Auch beim Health Index arbeiten wir analog zur Medizin. Erste Anzeichen für eine Krankheit können schon weit vor einem größeren Ausfall erkannt werden. Dabei analysieren wir den gesamten Rohdatenstrom der verbundenen Ladestationen und vergleichen diesen mit anderen Ladestationen vom gleichen Typ – denn jeder Ladestationstyp tickt ein wenig anders. Darauf ist unser neuronales Netz trainiert. Wir können so Ausfälle bis zu einer Woche im Voraus anzeigen.
Welche Daten fließen mit ein, um zu einer Bewertung zu kommen? Reichen einige Basis-Daten oder machen mehr Datenpunkte die Vorhersage besser?
Wir arbeiten in den meisten Fällen mit bereits vorhandenen OCPP-Kommunikationsdaten. Damit können Betreiber sofort mit Evailable starten. Zusätzliche Daten wie SIM-Informationen oder Sensordaten einzelner Komponenten machen unsere Vorhersagen noch präziser – bis hin zur Vorhersage auf Komponentenebene.

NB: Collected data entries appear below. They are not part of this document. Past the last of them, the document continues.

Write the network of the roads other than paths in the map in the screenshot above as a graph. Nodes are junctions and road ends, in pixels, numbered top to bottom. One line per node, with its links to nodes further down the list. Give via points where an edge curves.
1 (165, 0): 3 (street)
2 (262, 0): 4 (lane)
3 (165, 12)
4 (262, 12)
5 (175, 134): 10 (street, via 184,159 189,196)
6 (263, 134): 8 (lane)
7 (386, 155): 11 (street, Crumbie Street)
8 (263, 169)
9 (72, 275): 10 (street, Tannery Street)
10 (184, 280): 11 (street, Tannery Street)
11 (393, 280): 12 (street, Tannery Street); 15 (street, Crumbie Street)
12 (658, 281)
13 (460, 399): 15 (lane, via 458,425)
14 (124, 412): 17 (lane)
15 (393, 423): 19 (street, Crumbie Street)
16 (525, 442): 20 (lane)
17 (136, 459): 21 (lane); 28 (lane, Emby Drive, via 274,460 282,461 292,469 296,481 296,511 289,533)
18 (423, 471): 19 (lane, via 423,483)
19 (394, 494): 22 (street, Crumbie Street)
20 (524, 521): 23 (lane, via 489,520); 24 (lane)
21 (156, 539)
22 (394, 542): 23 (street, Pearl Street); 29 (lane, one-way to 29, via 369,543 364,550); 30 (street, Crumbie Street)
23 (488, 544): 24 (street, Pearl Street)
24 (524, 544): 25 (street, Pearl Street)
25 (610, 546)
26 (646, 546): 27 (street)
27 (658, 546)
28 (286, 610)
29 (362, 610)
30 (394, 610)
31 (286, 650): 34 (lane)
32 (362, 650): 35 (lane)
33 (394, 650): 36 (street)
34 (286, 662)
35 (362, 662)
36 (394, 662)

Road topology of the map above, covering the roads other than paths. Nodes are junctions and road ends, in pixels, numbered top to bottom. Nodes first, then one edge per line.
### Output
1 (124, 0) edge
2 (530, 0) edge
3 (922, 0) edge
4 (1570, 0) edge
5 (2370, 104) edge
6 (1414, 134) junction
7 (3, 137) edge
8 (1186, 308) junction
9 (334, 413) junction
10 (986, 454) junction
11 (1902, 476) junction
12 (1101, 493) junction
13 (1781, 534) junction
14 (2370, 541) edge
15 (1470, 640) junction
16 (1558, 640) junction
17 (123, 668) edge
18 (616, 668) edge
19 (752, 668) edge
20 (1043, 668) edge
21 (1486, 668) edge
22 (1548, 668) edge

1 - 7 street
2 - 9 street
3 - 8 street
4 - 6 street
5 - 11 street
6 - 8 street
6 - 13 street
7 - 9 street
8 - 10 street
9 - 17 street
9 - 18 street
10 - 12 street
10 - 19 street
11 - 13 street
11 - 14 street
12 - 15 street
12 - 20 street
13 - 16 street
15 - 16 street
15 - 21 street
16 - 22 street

Wie werden die Daten technisch erfasst? Ist weitere Hardware nötig oder zieht sich das KI-Tool die Daten aus vorhandenen Schnittstellen und Sensoren? Gibt es Unterschiede zwischen den verschiedenen Ladesäulen-Modellen?
Der große Vorteil ist: Es braucht keine weitere Hardware. Auch bei Konfiguration oder Datenverbindung der Ladestationen muss nichts geändert werden. Es ist ziemlich einfach. In den meisten Fällen werden die OCPP-Rohdaten, die von der Ladestation an das Backend geschickt werden, einfach an uns weitergeleitet, sodass wir unsere Analysen vornehmen können. Schnittstellen zu vielen gängigen CPO-Backends und Proxy-Lösungen bestehen bereits, sodass der Aufwand minimal ist. Unterschiede gibt es also nicht bei der Datenerfassung der Ladesäulenmodelle, sondern nur in der Interpretation – die passt unsere KI modellspezifisch an.
An wen genau in der Wertschöpfungskette des Ladens richtet sich das Angebot von Evailable?
Unsere Lösung wird von drei unterschiedlichen Unternehmensarten eingesetzt. Zum einen die CPOs, die ihre Ladenetzwerke optimieren, Betriebskosten senken und mehr erfolgreiche Ladevorgänge herauskitzeln wollen. Daneben gibt es auch Backends, die unsere Technologie über eine API einbinden und so unsere KI-Fähigkeiten in ihre Plattformen integrieren. Aber auch Ladestationshersteller, die den Service und ihre Hardware-Performance effizienter und schlagkräftiger machen wollen.
Wie ist die Idee zu Evailable entstanden? Und wer steht hinter dem Unternehmen?
Die Idee ist bereits vor einigen Jahren im Innovationsbereich der E.ON-Gruppe entstanden – unter Federführung meines Kollegen und ebenfalls Geschäftsführers Stefan Herr. Dort trafen zwei Welten aufeinander: die Skalierungsprobleme im Ladeinfrastrukturbereich und das Wissen aus Predictive Maintenance im Strom- und Gasnetzbereich. Der Prototyp wurde intern auf die Probe gestellt und lieferte so gut Ergebnisse, dass man entschied, das Produkt als eigenes Unternehmen auszugründen. So entstand Evailable. Heute unterstützen wir bereits CPOs in 14 Ländern dabei, Laden zuverlässig zu machen.
Das Interview ist als Teil der Medienpartnerschaft zwischen electrive und der Intercharge Network Conference (ICNC) entstanden, die am 2.-4. September in Berlin stattfindet. Maren Rehnelt ist eine der Speakerinnen auf der ICNC25. Ihr Vortrag findet am 3. September um 12:40 Uhr statt.